Half Dome: How A Marmot and a Mountain Helped Me Move On
By Mia Svenson, Girls Who Hike Los Angeles Ambassador
It started with a Facebook post.
Like many of the posts in the LA chapter of Girls Who Hike, it was relatively informal.
“I have room on my permit for three more people for half dome”.
The poster was a friend of mine so I got the notification (thank goodness) and texted her about it right away. I had moved here from Canada after a sexual assault and a rough break up and wasn’t super familiar with Half Dome, but I watched a few YouTube videos and felt like it was within my skill set and fitness level. I had been told that if I could backpack Gorgonio, I could hike Half Dome. It was a beautiful, empowering challenge, and I needed that.

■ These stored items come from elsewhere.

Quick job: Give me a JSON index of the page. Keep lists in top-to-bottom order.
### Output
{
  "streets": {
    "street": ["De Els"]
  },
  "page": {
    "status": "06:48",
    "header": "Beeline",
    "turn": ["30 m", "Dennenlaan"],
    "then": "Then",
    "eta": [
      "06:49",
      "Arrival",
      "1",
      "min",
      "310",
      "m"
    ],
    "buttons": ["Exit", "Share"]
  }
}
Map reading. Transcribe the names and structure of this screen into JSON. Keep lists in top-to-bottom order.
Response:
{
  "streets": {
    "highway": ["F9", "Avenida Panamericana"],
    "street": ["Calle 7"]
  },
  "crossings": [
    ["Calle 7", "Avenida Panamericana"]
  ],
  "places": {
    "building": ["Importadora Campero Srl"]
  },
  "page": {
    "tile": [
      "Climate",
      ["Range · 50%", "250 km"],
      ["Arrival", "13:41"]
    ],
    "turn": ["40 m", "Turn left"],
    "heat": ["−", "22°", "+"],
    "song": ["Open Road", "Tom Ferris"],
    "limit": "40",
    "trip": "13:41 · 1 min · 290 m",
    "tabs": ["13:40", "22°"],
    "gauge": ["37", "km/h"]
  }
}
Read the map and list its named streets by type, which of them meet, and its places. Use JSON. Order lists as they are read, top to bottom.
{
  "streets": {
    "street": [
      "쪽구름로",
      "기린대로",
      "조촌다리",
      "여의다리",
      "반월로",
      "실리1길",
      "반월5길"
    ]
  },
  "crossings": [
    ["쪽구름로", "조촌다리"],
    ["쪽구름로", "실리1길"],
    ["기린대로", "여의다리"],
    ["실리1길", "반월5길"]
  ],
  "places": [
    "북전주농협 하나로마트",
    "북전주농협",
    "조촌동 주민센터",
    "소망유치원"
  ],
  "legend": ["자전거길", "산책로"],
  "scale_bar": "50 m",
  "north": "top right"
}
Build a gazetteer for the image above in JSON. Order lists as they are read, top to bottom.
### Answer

We booked a heated, canvas walled tent / cabin that in Canada would have been referred to as glamping, and then quite suddenly, a few weeks flew by and it was time to go!
My friend and a girl who had been invited via the Facebook post met me at my apartment, we packed my car up and off we went. We arrived in the evening after an uneventful drive, found our glamping tent and our other hiking buddy and headed into Half Dome village.
The village itself reminds me a lot of my home town; it’s tiny and consists of little else than an information center, a restaurant and a few general stores. We had dinner (pizza and beer) sitting at a picnic style table with some kids and their parents and started to make a plan for the summit the next day. (We also entertained a very sweet skunk who trundled out from behind the garbage bins). We stopped at the information center to check the forecast and were told that clouds were expected to start forming in the evening. It’s incredibly important to avoid the cables entirely if there are clouds or a chance of storm (the metal cables attract lightning).
My friend and I were the kind of hikers who liked to take our time (take a ton of breaks and pictures) while the other two girls with us were a bit faster, so we opted to start the hike at 3 AM. We went to the bathrooms and got ready for bed. (I was too excited to sleep and spent a bit of time on my phone).
2:30 AM came way too fast, and I was delighted to hear the grunting of a black bear outside the cluster glamping tents. My hiking buddies were not quite as thrilled as I was. After five minutes of standing frozen, wondering if the bear locker outside our tent was quite as bear proof as we hoped, we realized that the loud, grunting bear was actually a man snoring a few tents down! (Note: there are a lot of people around so I highly recommend bringing ear plugs).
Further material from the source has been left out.